Party Secretary of Guangzhou
- In office 3 December 2021 – 16 June 2023
- Deputy: Guo Yonghang (mayor)
- Preceded by: Zhang Shuofu
- Succeeded by: Guo Yonghang

Personal details
- Born: October 1966 (age 59) Mianyang County, Hubei, China
- Party: Chinese Communist Party
- Alma mater: Renmin University of China

Chinese name
- Simplified Chinese: 林克庆
- Traditional Chinese: 林克慶

Standard Mandarin
- Hanyu Pinyin: Lín Kèqìng

= Lin Keqing =

Chinese politician

Lin Keqing (林克庆; born October 1966) is a Chinese politician, currently serving as chairman of the Guangdong Provincial Committee of the Chinese People's Political Consultative Conference.

Lin was a representative of the 18th and is a member of the 20th National Congress of the Chinese Communist Party. He is an alternate of the 20th Central Committee of the Chinese Communist Party. He is a member of the 14th National Committee of the Chinese People's Political Consultative Conference.

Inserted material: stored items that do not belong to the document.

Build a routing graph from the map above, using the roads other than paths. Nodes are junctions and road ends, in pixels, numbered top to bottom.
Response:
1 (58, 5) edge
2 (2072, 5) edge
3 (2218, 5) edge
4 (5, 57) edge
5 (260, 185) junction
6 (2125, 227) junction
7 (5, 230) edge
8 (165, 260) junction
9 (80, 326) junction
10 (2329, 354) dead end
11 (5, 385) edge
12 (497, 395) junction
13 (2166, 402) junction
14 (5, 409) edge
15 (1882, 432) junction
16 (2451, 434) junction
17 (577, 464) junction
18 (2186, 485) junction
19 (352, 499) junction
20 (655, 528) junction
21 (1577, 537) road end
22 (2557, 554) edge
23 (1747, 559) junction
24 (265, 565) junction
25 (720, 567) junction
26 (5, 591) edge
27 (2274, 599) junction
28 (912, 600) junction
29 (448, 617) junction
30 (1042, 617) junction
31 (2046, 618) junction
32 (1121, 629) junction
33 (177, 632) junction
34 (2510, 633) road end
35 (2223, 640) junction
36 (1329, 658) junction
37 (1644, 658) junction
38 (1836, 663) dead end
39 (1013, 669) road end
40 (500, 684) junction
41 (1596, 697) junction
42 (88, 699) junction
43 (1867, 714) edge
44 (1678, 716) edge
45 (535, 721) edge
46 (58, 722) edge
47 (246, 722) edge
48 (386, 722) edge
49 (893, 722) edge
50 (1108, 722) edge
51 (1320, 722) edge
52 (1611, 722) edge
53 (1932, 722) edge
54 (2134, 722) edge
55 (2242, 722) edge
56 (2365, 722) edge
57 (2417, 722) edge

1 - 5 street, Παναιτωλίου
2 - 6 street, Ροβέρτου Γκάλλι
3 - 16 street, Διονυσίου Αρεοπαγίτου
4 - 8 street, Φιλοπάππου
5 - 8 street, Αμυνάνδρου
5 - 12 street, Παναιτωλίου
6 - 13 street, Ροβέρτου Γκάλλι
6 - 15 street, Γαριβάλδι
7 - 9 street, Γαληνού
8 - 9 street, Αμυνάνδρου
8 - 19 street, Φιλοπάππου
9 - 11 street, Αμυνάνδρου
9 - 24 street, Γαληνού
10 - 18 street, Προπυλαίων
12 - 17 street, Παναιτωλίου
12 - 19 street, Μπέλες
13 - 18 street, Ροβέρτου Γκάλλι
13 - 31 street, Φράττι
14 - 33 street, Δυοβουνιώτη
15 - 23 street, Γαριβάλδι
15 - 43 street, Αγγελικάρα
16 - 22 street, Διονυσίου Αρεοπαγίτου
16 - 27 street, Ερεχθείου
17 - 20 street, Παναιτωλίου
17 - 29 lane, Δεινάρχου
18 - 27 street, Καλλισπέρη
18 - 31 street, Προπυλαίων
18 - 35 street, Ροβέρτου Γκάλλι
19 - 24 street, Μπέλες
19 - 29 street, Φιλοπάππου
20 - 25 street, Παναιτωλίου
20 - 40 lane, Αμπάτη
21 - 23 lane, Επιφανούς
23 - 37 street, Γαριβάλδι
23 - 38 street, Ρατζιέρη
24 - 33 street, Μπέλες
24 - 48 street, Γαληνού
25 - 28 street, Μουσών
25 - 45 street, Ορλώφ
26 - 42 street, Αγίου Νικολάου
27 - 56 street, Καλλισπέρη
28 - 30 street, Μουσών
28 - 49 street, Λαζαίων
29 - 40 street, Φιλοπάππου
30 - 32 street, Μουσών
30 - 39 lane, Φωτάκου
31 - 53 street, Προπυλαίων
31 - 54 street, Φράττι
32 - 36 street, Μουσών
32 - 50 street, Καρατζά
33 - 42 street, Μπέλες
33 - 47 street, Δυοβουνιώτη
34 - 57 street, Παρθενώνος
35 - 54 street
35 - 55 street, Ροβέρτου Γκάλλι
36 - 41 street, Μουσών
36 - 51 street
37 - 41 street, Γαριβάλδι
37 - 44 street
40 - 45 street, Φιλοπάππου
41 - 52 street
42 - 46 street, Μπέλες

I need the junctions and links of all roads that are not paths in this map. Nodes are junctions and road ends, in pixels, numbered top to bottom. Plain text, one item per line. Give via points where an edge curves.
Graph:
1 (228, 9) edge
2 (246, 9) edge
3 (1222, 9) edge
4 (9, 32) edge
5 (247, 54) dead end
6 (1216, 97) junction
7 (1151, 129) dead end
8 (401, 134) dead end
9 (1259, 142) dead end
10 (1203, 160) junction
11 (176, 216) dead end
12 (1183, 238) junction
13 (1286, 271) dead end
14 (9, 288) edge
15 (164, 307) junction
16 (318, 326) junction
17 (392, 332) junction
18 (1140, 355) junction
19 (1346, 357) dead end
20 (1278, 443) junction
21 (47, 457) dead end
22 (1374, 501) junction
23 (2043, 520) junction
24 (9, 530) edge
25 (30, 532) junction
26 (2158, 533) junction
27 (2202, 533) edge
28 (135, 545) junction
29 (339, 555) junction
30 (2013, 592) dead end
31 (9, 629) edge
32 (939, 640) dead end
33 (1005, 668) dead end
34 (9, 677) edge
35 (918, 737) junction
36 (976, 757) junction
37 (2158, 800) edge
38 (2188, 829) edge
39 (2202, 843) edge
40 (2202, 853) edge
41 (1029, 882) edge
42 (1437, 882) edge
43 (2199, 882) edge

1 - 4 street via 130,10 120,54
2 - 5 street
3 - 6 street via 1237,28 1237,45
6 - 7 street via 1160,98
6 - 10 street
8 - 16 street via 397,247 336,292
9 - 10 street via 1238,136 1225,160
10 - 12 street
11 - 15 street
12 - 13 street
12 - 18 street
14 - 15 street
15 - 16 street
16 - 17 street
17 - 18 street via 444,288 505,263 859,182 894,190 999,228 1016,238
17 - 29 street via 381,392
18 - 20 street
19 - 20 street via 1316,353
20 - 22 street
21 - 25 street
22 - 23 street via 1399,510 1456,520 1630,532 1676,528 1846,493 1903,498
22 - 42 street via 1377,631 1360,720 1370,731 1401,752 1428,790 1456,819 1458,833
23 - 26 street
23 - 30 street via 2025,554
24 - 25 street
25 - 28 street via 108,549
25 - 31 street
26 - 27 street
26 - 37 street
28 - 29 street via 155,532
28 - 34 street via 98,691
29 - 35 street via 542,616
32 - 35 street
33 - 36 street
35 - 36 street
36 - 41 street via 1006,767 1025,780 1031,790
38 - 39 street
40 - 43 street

== Early life and education ==
Lin was born in Mianyang County (now Xiantao), Hubei, in October 1966. In 1984, he was accepted to Renmin University of China, where he majored in commodity science.

== Career ==
After University in 1988, Lin became an official in the CCP Beijing Dongcheng District Committee. He joined the Chinese Communist Party (CCP) in December 1990. There, he eventually became vice governor in 1994 and was admitted to standing committee member of the CCP Beijing Dongcheng District Committee, the district's top authority, in 2001. He was assigned to the similar position in Daxing District in 2005. He served as governor of Daxing District from October 2005 to March 2008, and party secretary, the top political position in the district, from February 2008 to February 2013. Lin was appointed vice mayor of Beijing in 2013 and admitted to standing committee member of the CCP Beijing Municipal Committee, the city's top authority, in 2016.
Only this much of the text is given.